(Collected data)
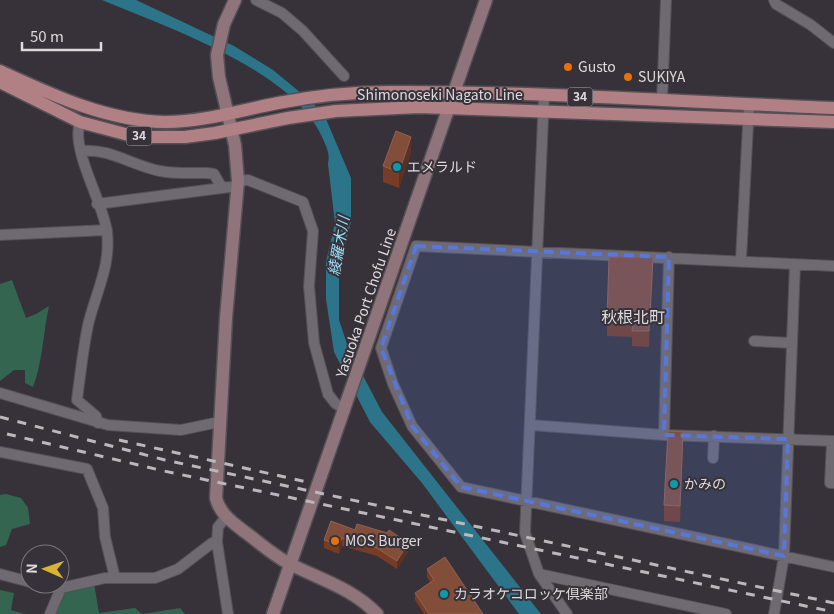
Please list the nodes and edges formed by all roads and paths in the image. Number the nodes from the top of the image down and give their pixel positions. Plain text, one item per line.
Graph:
1 (235, 0) edge
2 (256, 0) edge
3 (486, 0) edge
4 (666, 0) edge
5 (774, 0) edge
6 (834, 43) edge
7 (0, 71) edge
8 (344, 76) dead end
9 (0, 82) edge
10 (455, 93) junction
11 (544, 96) junction
12 (662, 100) junction
13 (749, 105) junction
14 (449, 108) junction
15 (834, 108) edge
16 (544, 110) junction
17 (229, 114) junction
18 (748, 118) junction
19 (80, 122) junction
20 (834, 122) edge
21 (232, 130) junction
22 (82, 151) junction
23 (238, 184) junction
24 (222, 188) junction
25 (97, 204) junction
26 (107, 230) junction
27 (0, 235) edge
28 (538, 251) junction
29 (670, 258) junction
30 (741, 260) junction
31 (794, 264) junction
32 (834, 266) edge
33 (754, 341) dead end
34 (792, 343) junction
35 (0, 393) edge
36 (346, 407) junction
37 (220, 422) junction
38 (98, 423) junction
39 (531, 425) junction
40 (664, 434) junction
41 (714, 436) junction
42 (788, 439) junction
43 (833, 441) edge
44 (0, 452) edge
45 (713, 458) dead end
46 (834, 483) edge
47 (526, 502) junction
48 (226, 517) junction
49 (217, 542) junction
50 (784, 556) junction
51 (289, 564) junction
52 (834, 567) edge
53 (0, 574) edge
54 (539, 574) junction
55 (115, 578) junction
56 (20, 579) edge
57 (70, 586) edge
58 (58, 594) edge
59 (50, 614) edge
60 (228, 614) edge
61 (273, 614) edge
62 (377, 614) edge
63 (567, 614) edge
64 (726, 614) edge
65 (774, 614) edge

1 - 17 street
2 - 8 street
3 - 10 street, Yasuoka Port Chofu Line
4 - 12 street
5 - 6 street
7 - 17 main road, Shimonoseki Nagato Line / 34
9 - 19 main road, Shimonoseki Nagato Line / 34
10 - 11 main road, Shimonoseki Nagato Line / 34
10 - 14 street, Yasuoka Port Chofu Line
10 - 17 main road, Shimonoseki Nagato Line / 34
11 - 12 main road, Shimonoseki Nagato Line / 34
11 - 16 street
12 - 13 main road, Shimonoseki Nagato Line / 34
13 - 15 main road, Shimonoseki Nagato Line / 34
13 - 18 street
14 - 16 main road, Shimonoseki Nagato Line / 34
14 - 21 main road, Shimonoseki Nagato Line / 34
14 - 36 street, Yasuoka Port Chofu Line
16 - 18 main road, Shimonoseki Nagato Line / 34
16 - 28 street
17 - 21 street
18 - 20 main road, Shimonoseki Nagato Line / 34
18 - 30 street
19 - 21 main road, Shimonoseki Nagato Line / 34
19 - 22 street
21 - 23 street
22 - 24 street
22 - 25 street
23 - 24 street
23 - 36 street
23 - 37 street
24 - 25 street
25 - 26 street
26 - 27 street
26 - 38 street
28 - 29 street
28 - 39 street
28 - 47 street
29 - 30 street
29 - 40 street
30 - 31 street
31 - 32 street
31 - 34 street
33 - 34 street
34 - 42 street
35 - 38 street
36 - 51 street, Yasuoka Port Chofu Line
37 - 38 street
37 - 48 street
39 - 40 street
39 - 47 street
40 - 41 street
41 - 42 street
41 - 45 street
42 - 43 street
42 - 50 street
43 - 46 street
44 - 55 street
47 - 50 street
47 - 54 street
48 - 49 street
48 - 51 street
49 - 55 street
49 - 60 street
50 - 52 street
50 - 65 street
51 - 61 street, Yasuoka Port Chofu Line
51 - 62 street
53 - 56 street
54 - 63 street
54 - 64 street
55 - 57 street
58 - 59 street

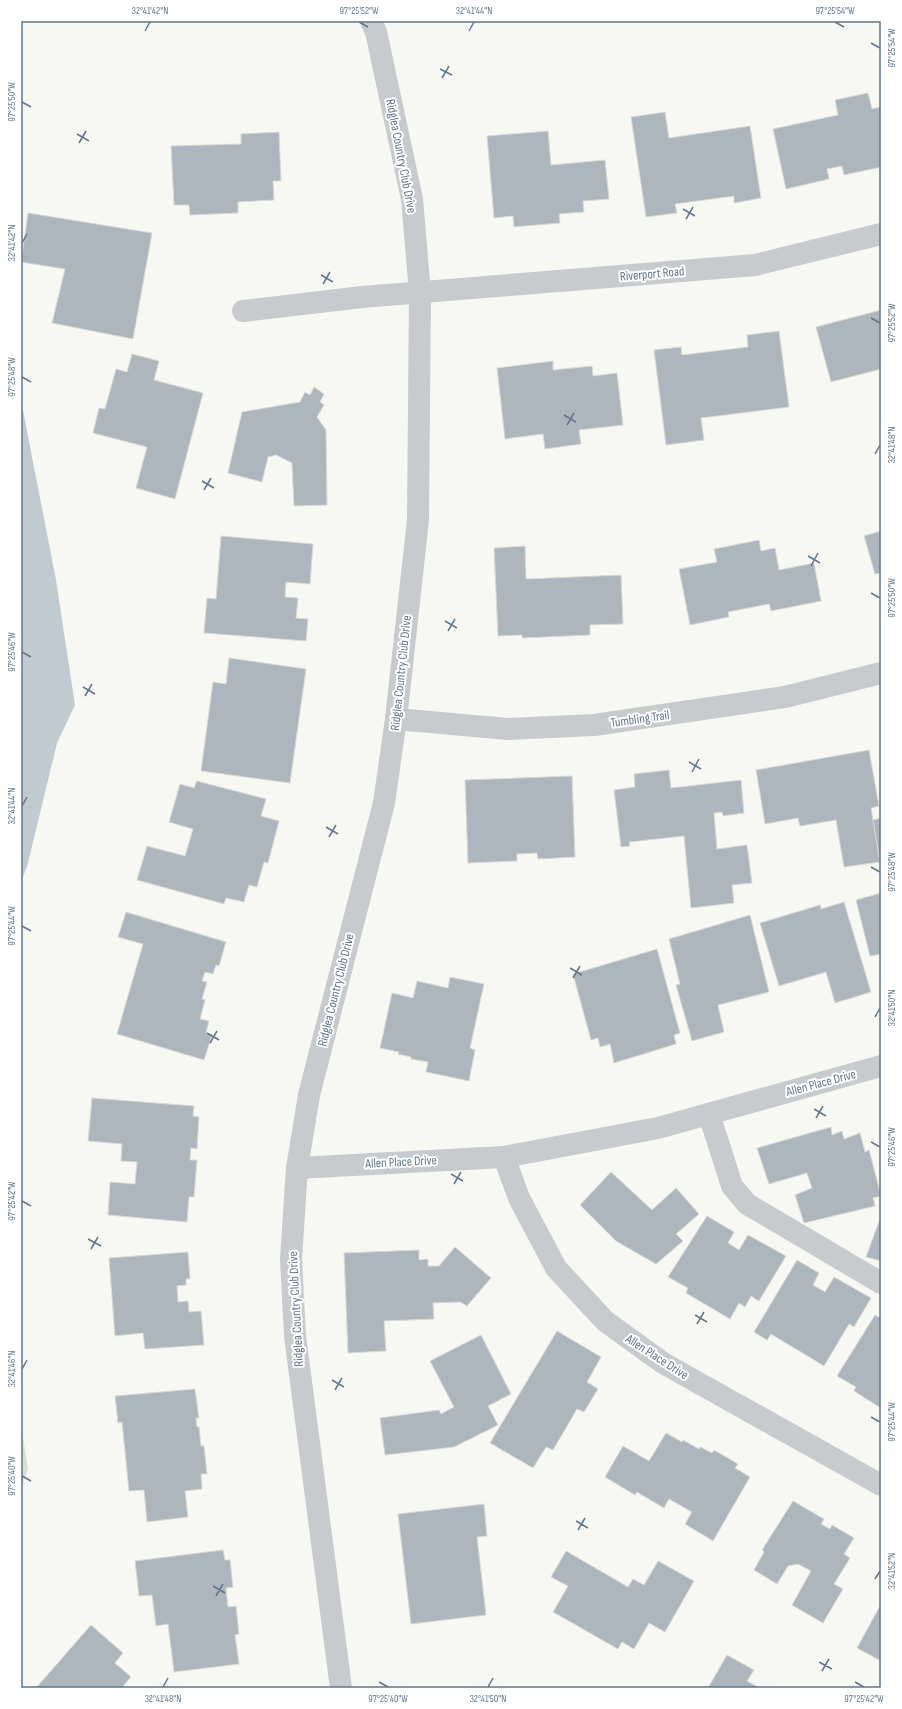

### What is required
Copy out all the data exactly. No images belong in the copy.

### Written response
Please list the nodes and edges formed by all roads and paths in the image. Number the nodes from the top of the image down and give their pixel positions. Plain text, one item per line.
Graph:
1 (235, 0) edge
2 (256, 0) edge
3 (486, 0) edge
4 (666, 0) edge
5 (774, 0) edge
6 (834, 43) edge
7 (0, 71) edge
8 (344, 76) dead end
9 (0, 82) edge
10 (455, 93) junction
11 (544, 96) junction
12 (662, 100) junction
13 (749, 105) junction
14 (449, 108) junction
15 (834, 108) edge
16 (544, 110) junction
17 (229, 114) junction
18 (748, 118) junction
19 (80, 122) junction
20 (834, 122) edge
21 (232, 130) junction
22 (82, 151) junction
23 (238, 184) junction
24 (222, 188) junction
25 (97, 204) junction
26 (107, 230) junction
27 (0, 235) edge
28 (538, 251) junction
29 (670, 258) junction
30 (741, 260) junction
31 (794, 264) junction
32 (834, 266) edge
33 (754, 341) dead end
34 (792, 343) junction
35 (0, 393) edge
36 (346, 407) junction
37 (220, 422) junction
38 (98, 423) junction
39 (531, 425) junction
40 (664, 434) junction
41 (714, 436) junction
42 (788, 439) junction
43 (833, 441) edge
44 (0, 452) edge
45 (713, 458) dead end
46 (834, 483) edge
47 (526, 502) junction
48 (226, 517) junction
49 (217, 542) junction
50 (784, 556) junction
51 (289, 564) junction
52 (834, 567) edge
53 (0, 574) edge
54 (539, 574) junction
55 (115, 578) junction
56 (20, 579) edge
57 (70, 586) edge
58 (58, 594) edge
59 (50, 614) edge
60 (228, 614) edge
61 (273, 614) edge
62 (377, 614) edge
63 (567, 614) edge
64 (726, 614) edge
65 (774, 614) edge

1 - 17 street
2 - 8 street
3 - 10 street, Yasuoka Port Chofu Line
4 - 12 street
5 - 6 street
7 - 17 main road, Shimonoseki Nagato Line / 34
9 - 19 main road, Shimonoseki Nagato Line / 34
10 - 11 main road, Shimonoseki Nagato Line / 34
10 - 14 street, Yasuoka Port Chofu Line
10 - 17 main road, Shimonoseki Nagato Line / 34
11 - 12 main road, Shimonoseki Nagato Line / 34
11 - 16 street
12 - 13 main road, Shimonoseki Nagato Line / 34
13 - 15 main road, Shimonoseki Nagato Line / 34
13 - 18 street
14 - 16 main road, Shimonoseki Nagato Line / 34
14 - 21 main road, Shimonoseki Nagato Line / 34
14 - 36 street, Yasuoka Port Chofu Line
16 - 18 main road, Shimonoseki Nagato Line / 34
16 - 28 street
17 - 21 street
18 - 20 main road, Shimonoseki Nagato Line / 34
18 - 30 street
19 - 21 main road, Shimonoseki Nagato Line / 34
19 - 22 street
21 - 23 street
22 - 24 street
22 - 25 street
23 - 24 street
23 - 36 street
23 - 37 street
24 - 25 street
25 - 26 street
26 - 27 street
26 - 38 street
28 - 29 street
28 - 39 street
28 - 47 street
29 - 30 street
29 - 40 street
30 - 31 street
31 - 32 street
31 - 34 street
33 - 34 street
34 - 42 street
35 - 38 street
36 - 51 street, Yasuoka Port Chofu Line
37 - 38 street
37 - 48 street
39 - 40 street
39 - 47 street
40 - 41 street
41 - 42 street
41 - 45 street
42 - 43 street
42 - 50 street
43 - 46 street
44 - 55 street
47 - 50 street
47 - 54 street
48 - 49 street
48 - 51 street
49 - 55 street
49 - 60 street
50 - 52 street
50 - 65 street
51 - 61 street, Yasuoka Port Chofu Line
51 - 62 street
53 - 56 street
54 - 63 street
54 - 64 street
55 - 57 street
58 - 59 street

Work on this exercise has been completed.